Спокойные поля - Александр Гольдштейн
- Категория: Проза / Современная проза
- Название: Спокойные поля
- Автор: Александр Гольдштейн
- Возрастные ограничения: Внимание (18+) книга может содержать контент только для совершеннолетних
Шрифт:
Интервал:
Закладка:
Станислав Львовский
Предисловие
«Спокойные поля» — последний роман Александра Гольдштейна, законченный им незадолго до смерти. Нельзя сказать, что Гольдштейн прошел для русской литературы незамеченным, — в 1997 году его первая книга, «Расставание с Нарциссом», была удостоена одновременно «Антибукера» и «Малого Букера». Его последующие книги принимались широким читателем и критикой вполне доброжелательно, но как бы с некоторым недоумением, — вероятно, дело в том, что от автора премированного сборника эссе ожидали дальнейшей деятельности на этой ниве, — и не дождались.

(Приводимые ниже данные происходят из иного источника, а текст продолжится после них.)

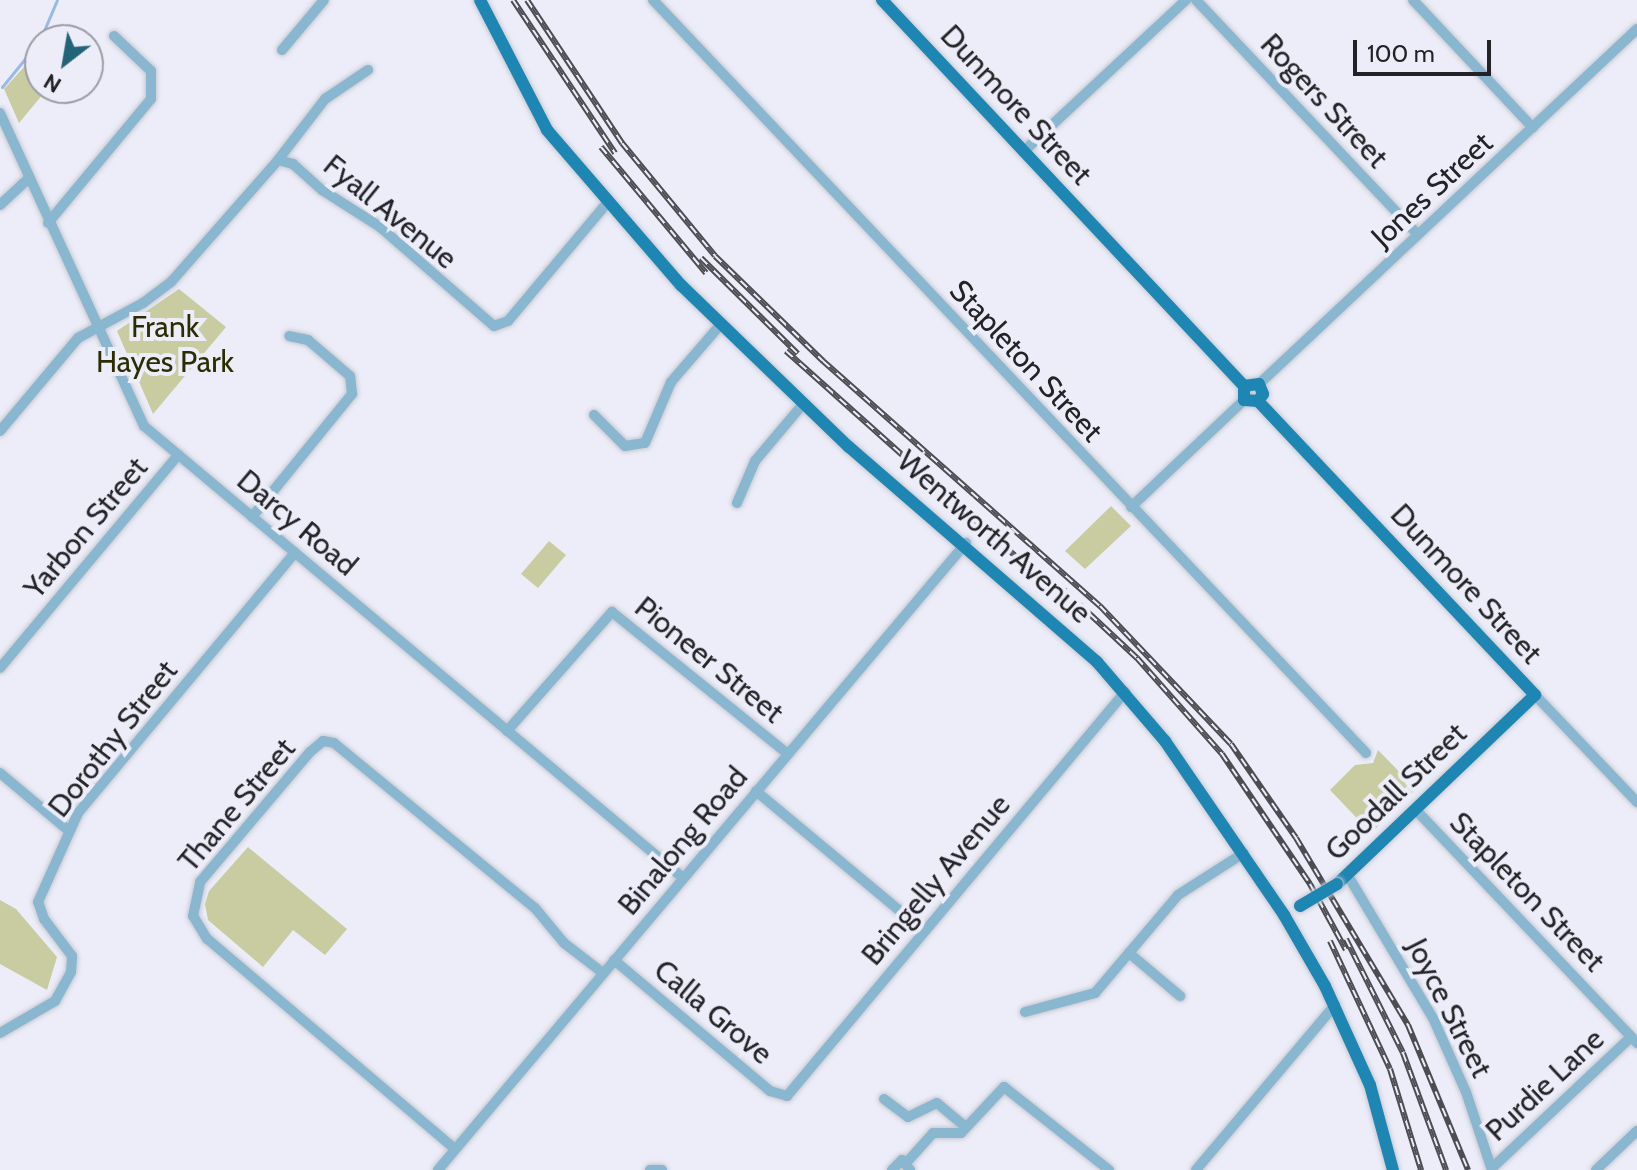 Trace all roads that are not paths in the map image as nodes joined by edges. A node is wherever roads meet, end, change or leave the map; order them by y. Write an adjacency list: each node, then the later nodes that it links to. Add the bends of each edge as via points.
1 (324, 0): 10 (street)
2 (480, 0): 17 (main road, Wentworth Avenue, via 531,106)
3 (653, 0): 33 (street, Stapleton Street)
4 (882, 0): 14 (main road, Dunmore Street)
5 (1186, 0): 14 (street)
6 (1196, 0): 20 (street, Rogers Street)
7 (1413, 0): 13 (street)
8 (1636, 31): 13 (street, Jones Street)
9 (114, 36): 19 (street, via 151,71 151,99)
10 (282, 50)
11 (368, 70): 15 (street, via 325,99)
12 (0, 113): 16 (street, Darcy Road)
13 (1533, 128): 20 (street, Jones Street)
14 (1023, 152): 25 (main road, Dunmore Street)
15 (278, 160): 17 (street, Fyall Avenue, via 293,164 322,190 380,227 494,326 508,321); 21 (street, Fyall Avenue, via 166,287)
16 (29, 178): 18 (street); 19 (street, Darcy Road)
17 (608, 202): 22 (main road, Wentworth Avenue)
18 (0, 205)
19 (48, 223): 21 (street, Darcy Road)
20 (1418, 235): 24 (street, Jones Street)
21 (95, 325): 30 (street, Fyall Avenue); 31 (street, Darcy Road, via 140,421)
22 (720, 325): 28 (main road, Wentworth Avenue); 29 (street, via 671,382 645,443 625,446)
23 (289, 336): 34 (street, via 308,340 350,376 352,394)
24 (1259, 384): 25 (main road); 27 (main road, via 1263,394)
25 (1244, 386): 26 (main road)
26 (1244, 400): 27 (main road); 33 (street)
27 (1258, 401): 39 (main road, Dunmore Street)
28 (803, 404): 32 (street, via 755,461); 35 (main road, Wentworth Avenue)
29 (594, 415)
30 (0, 431)
31 (178, 455): 34 (street, Darcy Road); 37 (street, Yarbon Street)
32 (737, 503)
33 (1131, 507): 41 (street, Stapleton Street)
34 (252, 517): 36 (street, Darcy Road)
35 (966, 543): 38 (main road, Wentworth Avenue); 42 (street, Binalong Road)
36 (295, 553): 40 (street, Darcy Road); 47 (street, Dorothy Street)
37 (0, 668)
38 (1125, 692): 48 (main road, Wentworth Avenue, via 1198,783); 52 (street, Bringelly Avenue)
39 (1535, 695): 45 (street, Dunmore Street); 46 (main road, Goodall Street)
40 (507, 731): 42 (street, Pioneer Street, via 612,612); 50 (street, Darcy Road)
41 (1366, 753)
42 (788, 754): 44 (street, Binalong Road)
43 (0, 773): 47 (street)
44 (756, 791): 50 (street, Binalong Road); 52 (street)
45 (1637, 802)
46 (1415, 809): 49 (main road, Goodall Street); 60 (street, Stapleton Street)
47 (69, 831): 59 (street, Dorothy Street, via 38,902 72,956 71,972 55,1001)
48 (1244, 853): 51 (main road, Wentworth Avenue); 53 (street, via 1178,895)
49 (1347, 874): 51 (main road, Goodall Street, bridge); 67 (street, Joyce Street, via 1433,1018)
50 (683, 878): 54 (street, Binalong Road)
51 (1284, 915): 57 (main road, Wentworth Avenue)
52 (924, 931): 61 (street, Bringelly Avenue)
53 (1129, 953): 56 (street); 58 (street, via 1092,996)
54 (614, 960): 55 (street, Binalong Road); 61 (street, Calla Grove)
55 (603, 973): 65 (street, Binalong Road); 65 (street, Thane Street, via 564,943 535,908 334,743 323,741 310,752 200,882 193,916 207,939)
56 (1180, 996)
57 (1335, 1005): 71 (street); 72 (main road, Wentworth Avenue, via 1370,1085)
58 (1025, 1012)
59 (0, 1033)
60 (1634, 1040): 67 (street, Purdie Lane)
61 (784, 1097)
62 (884, 1099): 63 (street, via 908,1117 937,1103)
63 (966, 1127): 66 (street, via 959,1134 931,1134); 70 (street, via 997,1090 1006,1088)
64 (1637, 1131): 73 (street)
65 (455, 1149): 68 (street, Binalong Road)
66 (909, 1166): 69 (street, via 896,1162)
67 (1492, 1169)
68 (438, 1170)
69 (892, 1170)
70 (1109, 1170)
71 (1196, 1170)
72 (1393, 1170)
73 (1596, 1170)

И «Аспектам духовного брака», и «Помни о Фамагусте» оказалось очень трудно дать жанровое определение, — то ли это проза, балансирующая на грани культурологической рефлексии, то ли эссеистика, сбивающаяся на исповедальный нарратив? Основная работа текстов Александра Гольдштейна решает не актуальную для массового сознания задачу порождения узнаваемых описаний, а задачу преодоления инерции — инерции языка, инерции стереотипных описаний, инерции жанра. Как раз этим и должна, видимо, заниматься идеальная современная проза, — вот только аудитория у такого способа говорить в современной России невелика.

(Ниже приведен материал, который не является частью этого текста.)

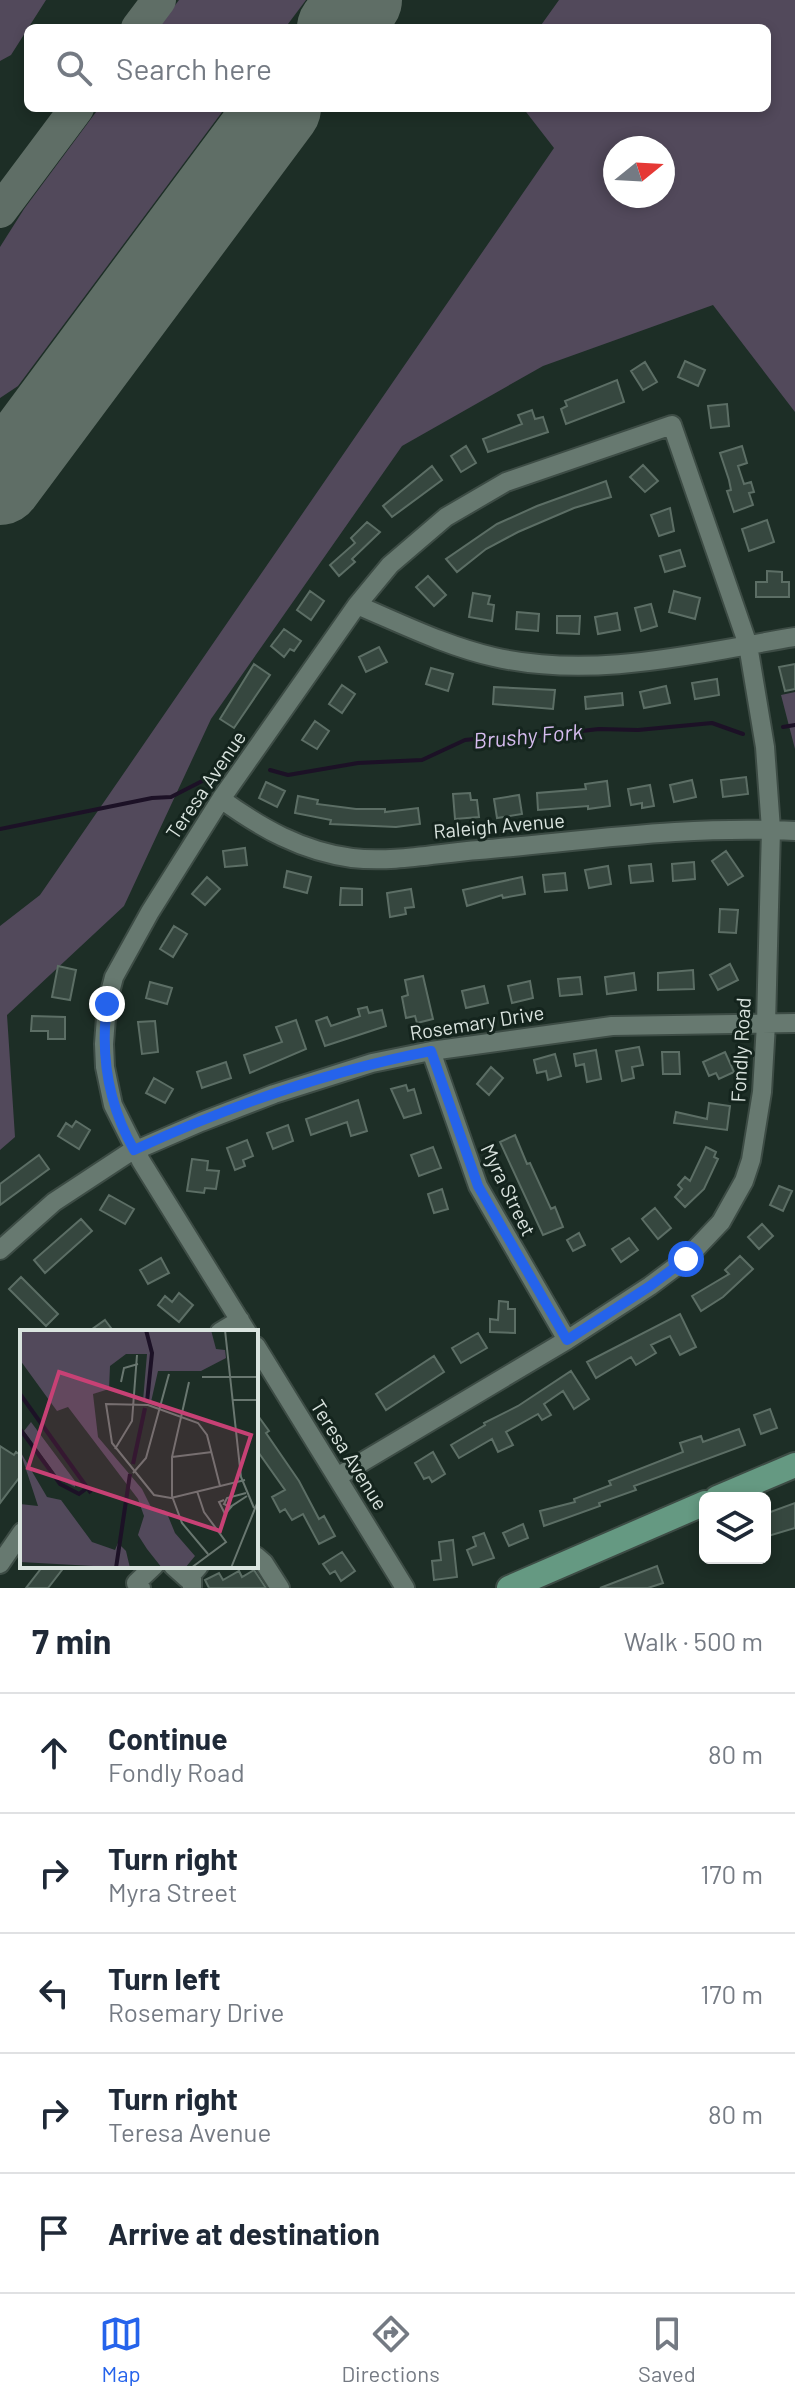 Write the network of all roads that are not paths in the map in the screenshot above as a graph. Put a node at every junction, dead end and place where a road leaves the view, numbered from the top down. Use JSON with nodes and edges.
{"nodes":[{"id":1,"x":672,"y":425,"type":"joint"},
{"id":2,"x":357,"y":605,"type":"junction"},
{"id":3,"x":795,"y":637,"type":"edge"},
{"id":4,"x":748,"y":645,"type":"junction"},
{"id":5,"x":221,"y":799,"type":"junction"},
{"id":6,"x":771,"y":829,"type":"junction"},
{"id":7,"x":795,"y":831,"type":"edge"},
{"id":8,"x":795,"y":1023,"type":"edge"},
{"id":9,"x":766,"y":1024,"type":"junction"},
{"id":10,"x":431,"y":1051,"type":"junction"},
{"id":11,"x":134,"y":1150,"type":"junction"},
{"id":12,"x":0,"y":1250,"type":"edge"},
{"id":13,"x":243,"y":1326,"type":"edge"},
{"id":14,"x":567,"y":1340,"type":"junction"},
{"id":15,"x":258,"y":1349,"type":"edge"},
{"id":16,"x":795,"y":1465,"type":"edge"},
{"id":17,"x":337,"y":1477,"type":"junction"},
{"id":18,"x":731,"y":1492,"type":"edge"},
{"id":19,"x":699,"y":1506,"type":"edge"},
{"id":20,"x":20,"y":1535,"type":"edge"},
{"id":21,"x":258,"y":1558,"type":"edge"},
{"id":22,"x":0,"y":1564,"type":"edge"},
{"id":23,"x":152,"y":1568,"type":"edge"},
{"id":24,"x":176,"y":1568,"type":"edge"},
{"id":25,"x":194,"y":1579,"type":"edge"},
{"id":26,"x":141,"y":1588,"type":"edge"},
{"id":27,"x":280,"y":1588,"type":"edge"},
{"id":28,"x":405,"y":1588,"type":"edge"},
{"id":29,"x":509,"y":1588,"type":"edge"}],
"edges":[{"from":1,"to":2,"type":"street","name":"Teresa Avenue"},
{"from":1,"to":4,"type":"street","name":"Fondly Road"},
{"from":2,"to":4,"type":"street"},
{"from":2,"to":5,"type":"street","name":"Teresa Avenue"},
{"from":3,"to":4,"type":"street"},
{"from":4,"to":6,"type":"street","name":"Fondly Road"},
{"from":5,"to":6,"type":"street","name":"Raleigh Avenue"},
{"from":5,"to":11,"type":"street","name":"Teresa Avenue"},
{"from":6,"to":7,"type":"street","name":"Raleigh Avenue"},
{"from":6,"to":9,"type":"street","name":"Fondly Road"},
{"from":8,"to":9,"type":"street","name":"Rosemary Drive"},
{"from":9,"to":10,"type":"street","name":"Rosemary Drive"},
{"from":9,"to":14,"type":"street","name":"Fondly Road"},
{"from":10,"to":11,"type":"street","name":"Rosemary Drive"},
{"from":10,"to":14,"type":"street","name":"Myra Street"},
{"from":11,"to":12,"type":"street","name":"Rosemary Drive"},
{"from":11,"to":13,"type":"street","name":"Teresa Avenue"},
{"from":14,"to":17,"type":"street","name":"Fondly Road"},
{"from":15,"to":17,"type":"street","name":"Teresa Avenue"},
{"from":16,"to":18,"type":"main road"},
{"from":17,"to":28,"type":"street","name":"Teresa Avenue"},
{"from":19,"to":29,"type":"main road"},
{"from":20,"to":22,"type":"street"},
{"from":21,"to":27,"type":"street"},
{"from":23,"to":26,"type":"street"},
{"from":24,"to":25,"type":"street"}]}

«Спокойные поля» — роман в очень ограниченном смысле слова, то есть полифонический текст с ускользающей фабулой, объединяемый не историей-story, а историей-history и несколькими сквозными контрапунктами скорее персонально-биографического, чем культурологического свойства. «Спокойные поля» — очередной шаг на пути изживания рефлексии в пользу прямого воссоздания мира в языке, — на том пути, который зафиксирован биографией Гольдштейна-писателя, образованной его книгами — от «Расставания с Нарциссом» до «Спокойных полей». В последнем романе история культуры наконец отступает, освобождая место для личной истории.
В предыдущих трех книгах Александр Гольдштейн мучительно, разными способами пытался достичь ясности в своих отношениях с ушедшей империей, — и с собственной жизнью в этой империи. Выбранная им позиция «наблюдателя из Леванта», позиция русского, живущего даже не в Израиле, а в полумифическом Средиземноморье (вспомним, как часто он пишет о Средиземном море и как редко, почти никогда — о Красном, куда более «израильском») давала потенциальную возможность такой ясности достичь, отстраниться от ежедневного мифа. От книги к книге советский эон у Гольдштейна теряет плоть, растворяясь в бесконечном ряду других исчезнувших империй, в буквальном смысле становясь историей, — но в «Спокойных полях» Гольдштейн снова возвращается в страну, которую он с таким трудом разметил и классифицировал. Возвращается уже не как пытающийся отстраниться (и никогда не отстраняющийся) наблюдатель, а как человек — в историю не мировую, но свою собственную. Работа по расставанию со страной и собственным прошлым оказалась необходимым условием этого возвращения.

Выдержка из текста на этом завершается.